About this task:
Each line of the data below containing "Xofers" needs to be listed.

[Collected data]
---

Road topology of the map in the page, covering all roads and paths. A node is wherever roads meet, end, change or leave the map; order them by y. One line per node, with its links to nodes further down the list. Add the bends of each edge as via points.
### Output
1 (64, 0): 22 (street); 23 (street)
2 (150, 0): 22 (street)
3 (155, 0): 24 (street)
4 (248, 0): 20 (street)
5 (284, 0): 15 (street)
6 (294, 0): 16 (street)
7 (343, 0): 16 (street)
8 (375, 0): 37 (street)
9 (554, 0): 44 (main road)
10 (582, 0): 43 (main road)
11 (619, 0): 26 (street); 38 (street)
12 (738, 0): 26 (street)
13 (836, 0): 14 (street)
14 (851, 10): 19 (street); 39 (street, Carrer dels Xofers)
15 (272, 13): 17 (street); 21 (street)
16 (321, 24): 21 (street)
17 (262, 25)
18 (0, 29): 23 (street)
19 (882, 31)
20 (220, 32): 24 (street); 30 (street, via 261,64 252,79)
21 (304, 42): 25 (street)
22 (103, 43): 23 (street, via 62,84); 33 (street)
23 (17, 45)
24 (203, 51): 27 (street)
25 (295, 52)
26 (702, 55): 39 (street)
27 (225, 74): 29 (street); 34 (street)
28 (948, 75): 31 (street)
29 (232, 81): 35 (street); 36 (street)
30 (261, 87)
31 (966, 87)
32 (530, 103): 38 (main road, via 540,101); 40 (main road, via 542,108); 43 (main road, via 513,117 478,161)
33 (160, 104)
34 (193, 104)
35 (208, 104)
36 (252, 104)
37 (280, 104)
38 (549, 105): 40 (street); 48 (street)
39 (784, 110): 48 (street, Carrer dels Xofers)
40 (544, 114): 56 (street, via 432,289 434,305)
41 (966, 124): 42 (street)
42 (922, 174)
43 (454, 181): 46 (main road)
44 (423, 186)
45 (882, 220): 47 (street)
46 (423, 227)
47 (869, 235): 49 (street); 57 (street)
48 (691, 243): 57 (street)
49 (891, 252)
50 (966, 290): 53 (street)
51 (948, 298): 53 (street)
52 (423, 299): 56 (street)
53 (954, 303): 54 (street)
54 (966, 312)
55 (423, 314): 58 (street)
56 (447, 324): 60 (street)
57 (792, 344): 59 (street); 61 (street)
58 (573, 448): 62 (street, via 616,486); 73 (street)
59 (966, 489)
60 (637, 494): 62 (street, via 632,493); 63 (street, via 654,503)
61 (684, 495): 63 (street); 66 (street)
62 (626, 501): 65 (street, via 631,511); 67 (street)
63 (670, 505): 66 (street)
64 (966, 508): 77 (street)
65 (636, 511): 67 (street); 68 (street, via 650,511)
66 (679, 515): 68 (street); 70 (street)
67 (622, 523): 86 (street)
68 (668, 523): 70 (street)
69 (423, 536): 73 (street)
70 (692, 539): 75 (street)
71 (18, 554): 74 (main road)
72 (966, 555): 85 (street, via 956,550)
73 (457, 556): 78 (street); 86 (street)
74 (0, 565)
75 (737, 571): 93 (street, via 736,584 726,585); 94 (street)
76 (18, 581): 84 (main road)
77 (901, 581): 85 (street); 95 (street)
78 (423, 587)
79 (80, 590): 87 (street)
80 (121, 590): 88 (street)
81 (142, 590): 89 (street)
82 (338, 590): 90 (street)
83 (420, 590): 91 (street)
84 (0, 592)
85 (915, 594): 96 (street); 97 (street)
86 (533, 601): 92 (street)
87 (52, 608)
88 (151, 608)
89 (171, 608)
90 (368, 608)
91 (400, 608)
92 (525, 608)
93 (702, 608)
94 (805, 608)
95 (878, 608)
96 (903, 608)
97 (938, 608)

---

Answer to the exercise:
14 (851, 10): 19 (street); 39 (street, Carrer dels Xofers)
39 (784, 110): 48 (street, Carrer dels Xofers)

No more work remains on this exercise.